Повертела круглое сиденье по оси и вскинула себя на стул, чтобы быть вровень с кассовым аппаратом. Кнопочки с цифирками под пальчиками, штырек для наколки талончиков сбоку.
Люди в коридоре молча выстраивались в очередь, стараясь не соприкасаться друг с другом.
– Кто у нас первый будет на прием? – спросила кассирша в образе и подобии врачихи.
– Я… Я… – поспешно отозвался толстячок с лысиной во всю голову, оторвавшись от разговора по мобильнику.
– Ваш билет…
– Простите, – толстячок перекрылся руками. – Сами видите…
Он, конфузливо переминающийся у треножника с кассой, мелко подрагивал, как от озноба.
– Сама вижу, – согласилась кассирша, – сама и учту.
Пробежала пальчиками по кнопочкам, крутанула ручку сбоку от кассы, вытащила бумажный прямоугольник, наколола отрывной талон на иглу, а билет в приемный покой протянула толстячку.

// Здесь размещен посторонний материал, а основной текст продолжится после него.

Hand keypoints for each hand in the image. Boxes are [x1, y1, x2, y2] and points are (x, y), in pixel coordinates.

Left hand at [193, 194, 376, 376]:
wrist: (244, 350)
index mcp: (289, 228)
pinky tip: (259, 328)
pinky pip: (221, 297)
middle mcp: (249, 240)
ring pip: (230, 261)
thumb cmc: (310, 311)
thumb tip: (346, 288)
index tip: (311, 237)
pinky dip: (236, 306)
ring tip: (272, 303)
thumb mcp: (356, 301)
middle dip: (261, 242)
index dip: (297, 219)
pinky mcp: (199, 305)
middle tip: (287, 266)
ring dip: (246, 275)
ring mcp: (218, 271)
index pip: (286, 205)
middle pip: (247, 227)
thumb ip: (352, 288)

– Можно пройти? – просительно посмотрел он на кассиршу.
– Идите, идите, не задерживайте. Кто на очереди?
– Я! Я! – послышалось издали.
Дверь в конце коридора распахнулась, будто по ней саданули с разбегу ногой, и пропустила мощного человека лет сорока.

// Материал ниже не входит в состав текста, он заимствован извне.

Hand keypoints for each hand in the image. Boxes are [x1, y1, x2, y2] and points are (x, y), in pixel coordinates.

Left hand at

– Куда вы? Вас тут не было в наличии! – занервничали голые люди.
Но человек не обращал на них внимания.
– Я! Я первый, – нес он скороговоркой и столь же быстро ставил шаги к кассе.
– Стойте! Стойте! – попытались задержать его голые люди.

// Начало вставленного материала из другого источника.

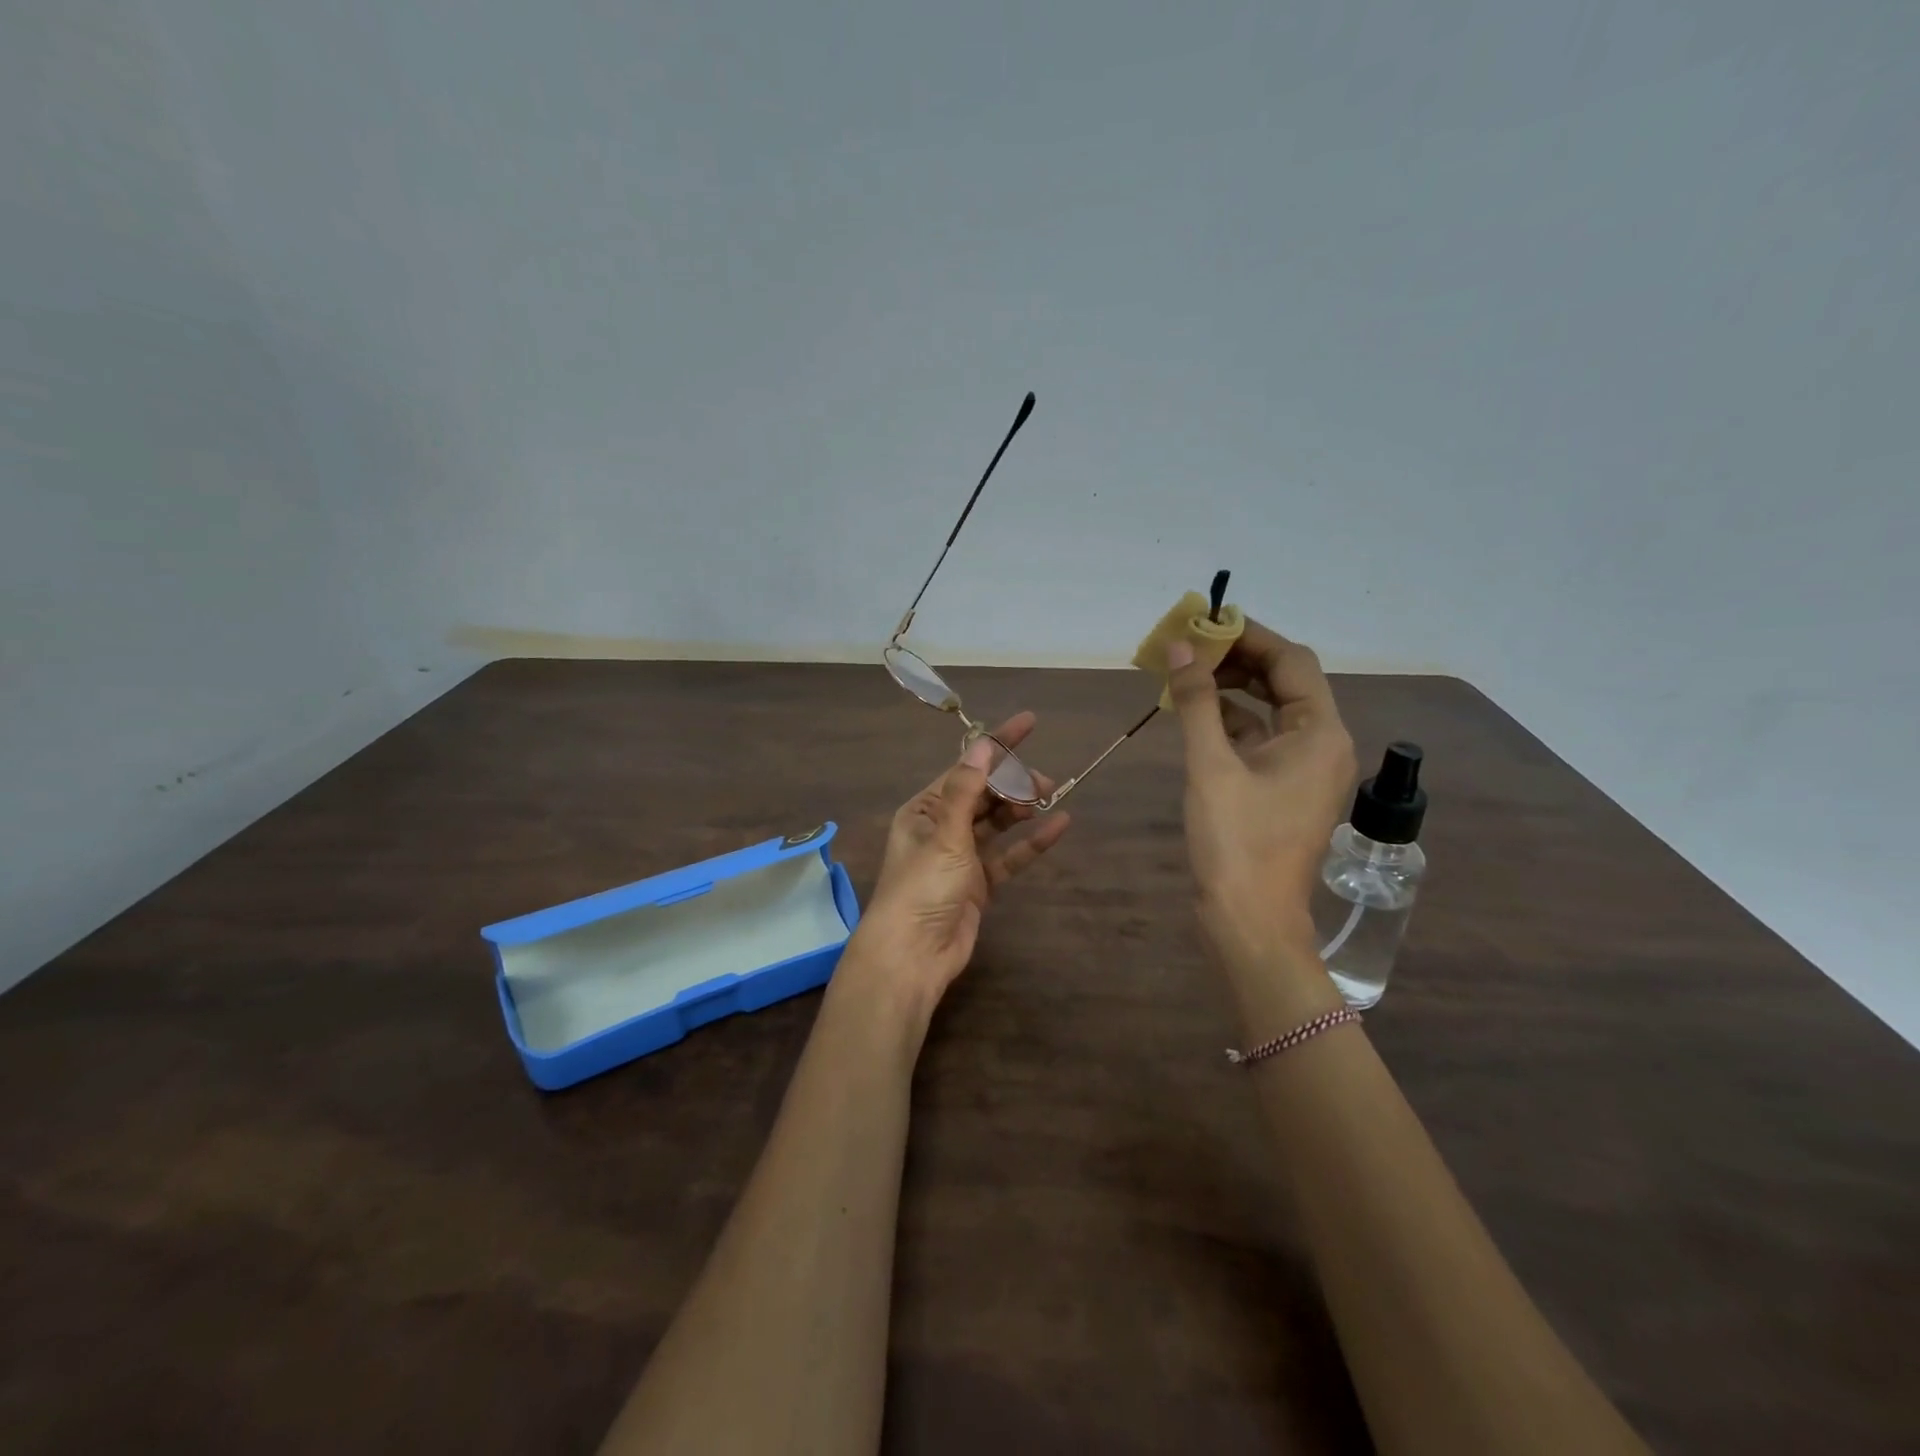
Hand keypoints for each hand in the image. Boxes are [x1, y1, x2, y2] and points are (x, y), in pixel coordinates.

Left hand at [845, 711, 1072, 1013]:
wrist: (913, 955)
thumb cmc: (921, 887)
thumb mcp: (945, 833)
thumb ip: (967, 789)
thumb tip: (984, 745)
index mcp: (924, 809)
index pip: (966, 767)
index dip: (997, 746)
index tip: (1029, 723)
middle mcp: (941, 827)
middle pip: (983, 794)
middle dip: (1013, 782)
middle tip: (1045, 782)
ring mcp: (960, 857)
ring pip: (997, 823)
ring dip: (1022, 809)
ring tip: (1052, 797)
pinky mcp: (978, 884)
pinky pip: (1009, 856)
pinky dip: (1031, 843)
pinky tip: (1059, 827)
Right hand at [1165, 619, 1355, 976]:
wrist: (1250, 921)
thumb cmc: (1236, 842)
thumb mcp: (1211, 765)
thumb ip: (1197, 702)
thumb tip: (1180, 649)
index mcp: (1320, 733)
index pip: (1291, 661)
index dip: (1249, 635)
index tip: (1205, 623)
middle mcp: (1323, 744)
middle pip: (1285, 682)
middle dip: (1238, 660)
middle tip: (1189, 649)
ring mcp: (1305, 769)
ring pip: (1271, 710)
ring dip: (1232, 689)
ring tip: (1186, 676)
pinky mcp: (1284, 789)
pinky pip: (1261, 739)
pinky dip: (1231, 722)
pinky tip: (1195, 715)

Но куда там. Он только отмахивался. И шел себе, шел – напролом. Шел и дошел до кассы, выхватил у кассирши билет в приемный покой и рванул за приоткрытую дверь.
– А я? Я! – волновался толстячок.
– Вы на очереди, – утешила его женщина. – Ждите…
– Что?
– Ждите.
– А мой билет?
– Отпустим первого, примемся за второго. У нас очередь, – пояснила кассирша. И, затянув поясок белого халата, ушла следом за мощным человеком.
– А я? Я! – канючил толстячок.
– Все там будем, – сказала ему дородная тетка с черной родинкой, размером с горошину, на левой груди. – А пока – со свиданьицем: устраивайтесь поудобнее, передохнем.
– Вот всегда так, – грустно заметил толстячок, проходя к парковой скамеечке. – Живешь-живешь, и вечно тебя опережают.
– Даже в смерти, – согласилась дородная тетка, усаживаясь рядом с ним. – Впрочем, на том свете жизнь не в грусть. Там тебе…
– Слышали!
– Это надо увидеть. Там тебе захочется чаю. Пей без отказа! Чистая роса! Захочется…
– Кайфа… неземного, – мечтательно протянул толстячок, поигрывая мобильником.
– Алкоголя, даже потустороннего, не держим. Но! – игриво приподняла пальчик. – Опять-таки росой угостим, однако не простой, с начинкой из райских цветочков. И кайфуй без вреда для окружающих.
– А девочки?
– Расшалился, дружок! – рассмеялась тетка. – Сначала попробуй меня, я тоже с начинкой – в райский кайф, без вреда для окружающих. А на закусь…
– Девочки? Те, что помоложе?
– Гляди, чего захотел! Девочек! А яйцеклеток от них не хочешь взамен? Только это в наличии и осталось. А девочки… Девочки в расход пущены! Запамятовал, дружок, от тряски мозгов?
– Но на том свете…
– Девственность восстанавливается, да. Но все остальное, что вокруг, голый воздух.
– Как?
– А так! Взгляни…
Он и взглянул. Дюжий санитар тащил на веревке по коридору женскую голову, другой волок связку из рук и ног.
У парковой скамейки голова задергалась, зашаркала носиком, выгадывая знакомый запах, с усилием открыла глаза.
– Милый! Милый!
– Где твои прелести? – вздрогнул, узнавая, толстячок.
– Руки сзади, ноги сзади. Не видишь? Тащат на буксире.
– А тело?
– На теле был пояс смертницы. Сам примерял: здесь не жмет, там не выпячивает…
– Молчи, дура!
Толстячок поспешно набрал номер телефона на мобильнике. Нажал кнопку. Голова и задымила, хотя взрыва не последовало.
Из приемного покоя вышли охранники.
– Жив еще? – спросили у толстячка.
– Еще дышит, пусть и в коме, – ответила за него женщина. – Видите, – указала на мобильник. – К жизни возвращается.
– Мы его к жизни вернем основательно! – сказали охранники. И по бокам, по бокам толстячку, чтобы осознал, на каком свете находится. – На выход!
– С вещами? – испуганно спросил он, смущаясь своего голого вида.
– Мы тебя там приоденем! По последнему крику тюремной моды.